CHRISTIAN Martinez won’t ever forget his first trip to Dublin.
Still only 20 years of age and winning just his fifth cap last night, the defender’s golden moment arrived just on the stroke of half-time when the ball fell kindly for him just outside the Irish penalty area.
His first-time half-volley was a thing of beauty all in itself but it was a moment made all the sweeter for its sheer rarity in that it ended Andorra’s run of 427 minutes without a goal.
Oscar Sonajee had been the last man to find the net for the tiny principality when he did the honours in a dead rubber of a World Cup qualifier against Kazakhstan 363 days before.
Martinez’s effort was spectacular and must have been faintly annoying for Richard Dunne whose stray header allowed the opportunity but it was no more than a minor inconvenience for his hosts.
Already two ahead at the time, Ireland restored that cushion inside 10 minutes after the break. It was football on cruise control.
Andorra arrived with a reputation for a physical brand of defensive football but any mean streak was well hidden last night.
It took all of half an hour for Ildefons Lima to pick up their first yellow card of the evening and the central defender’s offence was one of excessive mouth rather than force.
The away side all but signed over the rights to the ball prior to kick-off and allowed Giovanni Trapattoni’s side to do with it as they pleased – until they approached the Andorran box, that was.
The Italian had voiced his concern about whether or not his players would be afforded sufficient space to swing a leg for a shot on goal in his pre-match press conference and so it proved for a while.
Robbie Keane had first-half two goalbound attempts blocked by a posse of blue shirts, every one of whom were pulling double shifts in their frantic fire-fighting operations.
Did we learn anything we didn’t already know? Not at all.

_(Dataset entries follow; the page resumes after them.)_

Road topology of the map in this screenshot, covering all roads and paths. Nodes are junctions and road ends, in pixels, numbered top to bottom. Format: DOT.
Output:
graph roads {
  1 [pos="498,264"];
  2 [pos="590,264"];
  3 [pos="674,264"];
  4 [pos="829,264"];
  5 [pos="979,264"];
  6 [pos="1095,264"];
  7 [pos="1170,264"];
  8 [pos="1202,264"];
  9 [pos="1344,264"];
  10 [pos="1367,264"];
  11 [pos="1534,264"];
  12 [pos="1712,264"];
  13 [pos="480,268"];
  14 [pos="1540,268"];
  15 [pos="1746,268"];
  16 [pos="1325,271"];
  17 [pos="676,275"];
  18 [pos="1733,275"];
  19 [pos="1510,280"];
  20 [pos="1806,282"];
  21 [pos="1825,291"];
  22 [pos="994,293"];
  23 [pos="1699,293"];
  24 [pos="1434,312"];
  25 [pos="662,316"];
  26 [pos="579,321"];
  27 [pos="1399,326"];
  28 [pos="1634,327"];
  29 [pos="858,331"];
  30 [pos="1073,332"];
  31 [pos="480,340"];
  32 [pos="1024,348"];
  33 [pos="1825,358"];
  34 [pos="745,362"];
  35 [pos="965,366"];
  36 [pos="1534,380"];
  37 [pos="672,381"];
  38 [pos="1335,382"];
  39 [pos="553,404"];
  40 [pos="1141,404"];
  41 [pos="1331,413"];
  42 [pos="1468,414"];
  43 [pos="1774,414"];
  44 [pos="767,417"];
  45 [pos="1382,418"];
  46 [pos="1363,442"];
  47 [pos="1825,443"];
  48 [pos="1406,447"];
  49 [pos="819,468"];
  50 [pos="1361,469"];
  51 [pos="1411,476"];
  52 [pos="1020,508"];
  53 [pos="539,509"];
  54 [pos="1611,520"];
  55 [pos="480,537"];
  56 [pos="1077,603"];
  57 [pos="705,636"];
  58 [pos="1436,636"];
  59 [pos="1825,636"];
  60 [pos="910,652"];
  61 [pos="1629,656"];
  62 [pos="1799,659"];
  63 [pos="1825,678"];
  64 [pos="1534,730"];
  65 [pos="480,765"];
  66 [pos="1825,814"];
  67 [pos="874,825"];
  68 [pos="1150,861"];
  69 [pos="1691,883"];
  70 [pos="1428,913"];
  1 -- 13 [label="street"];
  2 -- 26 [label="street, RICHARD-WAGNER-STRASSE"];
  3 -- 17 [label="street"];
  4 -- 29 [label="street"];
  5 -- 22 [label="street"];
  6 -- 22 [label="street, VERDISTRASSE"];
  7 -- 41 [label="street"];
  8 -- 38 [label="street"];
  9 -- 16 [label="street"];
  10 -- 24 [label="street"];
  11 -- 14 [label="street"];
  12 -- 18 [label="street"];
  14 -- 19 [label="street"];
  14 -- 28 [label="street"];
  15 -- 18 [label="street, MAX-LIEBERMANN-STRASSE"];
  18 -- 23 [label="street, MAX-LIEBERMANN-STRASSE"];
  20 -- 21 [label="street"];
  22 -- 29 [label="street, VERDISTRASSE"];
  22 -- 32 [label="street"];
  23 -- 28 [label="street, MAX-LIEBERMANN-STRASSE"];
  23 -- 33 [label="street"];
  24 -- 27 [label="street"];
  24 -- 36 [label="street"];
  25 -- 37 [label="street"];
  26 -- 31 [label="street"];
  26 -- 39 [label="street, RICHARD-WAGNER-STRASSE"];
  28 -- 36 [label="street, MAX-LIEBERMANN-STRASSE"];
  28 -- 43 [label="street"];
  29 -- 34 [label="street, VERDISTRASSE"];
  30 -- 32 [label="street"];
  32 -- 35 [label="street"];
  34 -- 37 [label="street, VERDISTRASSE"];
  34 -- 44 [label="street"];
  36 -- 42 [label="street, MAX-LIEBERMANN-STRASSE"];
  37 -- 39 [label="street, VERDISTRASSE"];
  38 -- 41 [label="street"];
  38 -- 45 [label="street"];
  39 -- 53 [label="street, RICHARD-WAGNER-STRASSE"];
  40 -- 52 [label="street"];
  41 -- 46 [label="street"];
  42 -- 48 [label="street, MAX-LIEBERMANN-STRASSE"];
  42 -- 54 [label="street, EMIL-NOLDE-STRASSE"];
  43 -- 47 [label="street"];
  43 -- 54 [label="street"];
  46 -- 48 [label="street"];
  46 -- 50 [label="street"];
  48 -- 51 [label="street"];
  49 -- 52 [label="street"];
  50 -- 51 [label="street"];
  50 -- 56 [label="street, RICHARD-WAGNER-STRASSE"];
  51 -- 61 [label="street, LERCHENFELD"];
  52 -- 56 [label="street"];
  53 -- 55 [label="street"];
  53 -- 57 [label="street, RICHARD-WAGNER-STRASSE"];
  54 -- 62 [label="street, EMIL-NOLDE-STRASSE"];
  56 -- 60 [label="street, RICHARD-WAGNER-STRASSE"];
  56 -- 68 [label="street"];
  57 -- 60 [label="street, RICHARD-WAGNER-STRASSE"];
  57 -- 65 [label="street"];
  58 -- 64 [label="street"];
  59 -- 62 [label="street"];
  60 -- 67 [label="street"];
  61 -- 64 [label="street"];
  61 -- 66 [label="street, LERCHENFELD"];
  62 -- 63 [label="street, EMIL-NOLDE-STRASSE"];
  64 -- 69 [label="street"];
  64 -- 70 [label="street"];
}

This was never going to be a night for players to pout their hands up and force their way into the starting eleven – or work their way out of it.
All in all, it was hardly the most tempting opposition with which to lure in the paying public for the Aviva’s competitive debut and the FAI’s insistence that 40,000 tickets had been sold looked improbable as the sides took to the red carpet.
By then, with less than minutes to kick-off, the new ground was no more than half full but the vast empty swathes of green gradually began to disappear and morph into a healthy attendance of 40,283.
No doubt some others were put off by Trapattoni’s warning not to expect a hatful of goals but the evening, though largely one to forget, ticked all the relevant boxes for the Italian.
For a start, Glenn Whelan navigated his way through an hour without picking up a second yellow card that would have ruled him out of next month’s tie against Russia here in Dublin. Add to that Robbie Keane’s first goal of the season for club and country and Kevin Doyle’s thoroughly deserved reward of a screamer after his heroic performance in Yerevan and everyone was able to go home happy.
With Russia losing 1-0 to Slovakia in Moscow some hours earlier, Ireland now have the opportunity to put serious distance between themselves and the group favourites in just over four week’s time.
Only then, with a full house, will we get a better idea of what this stadium and this team is capable of in the months and years to come.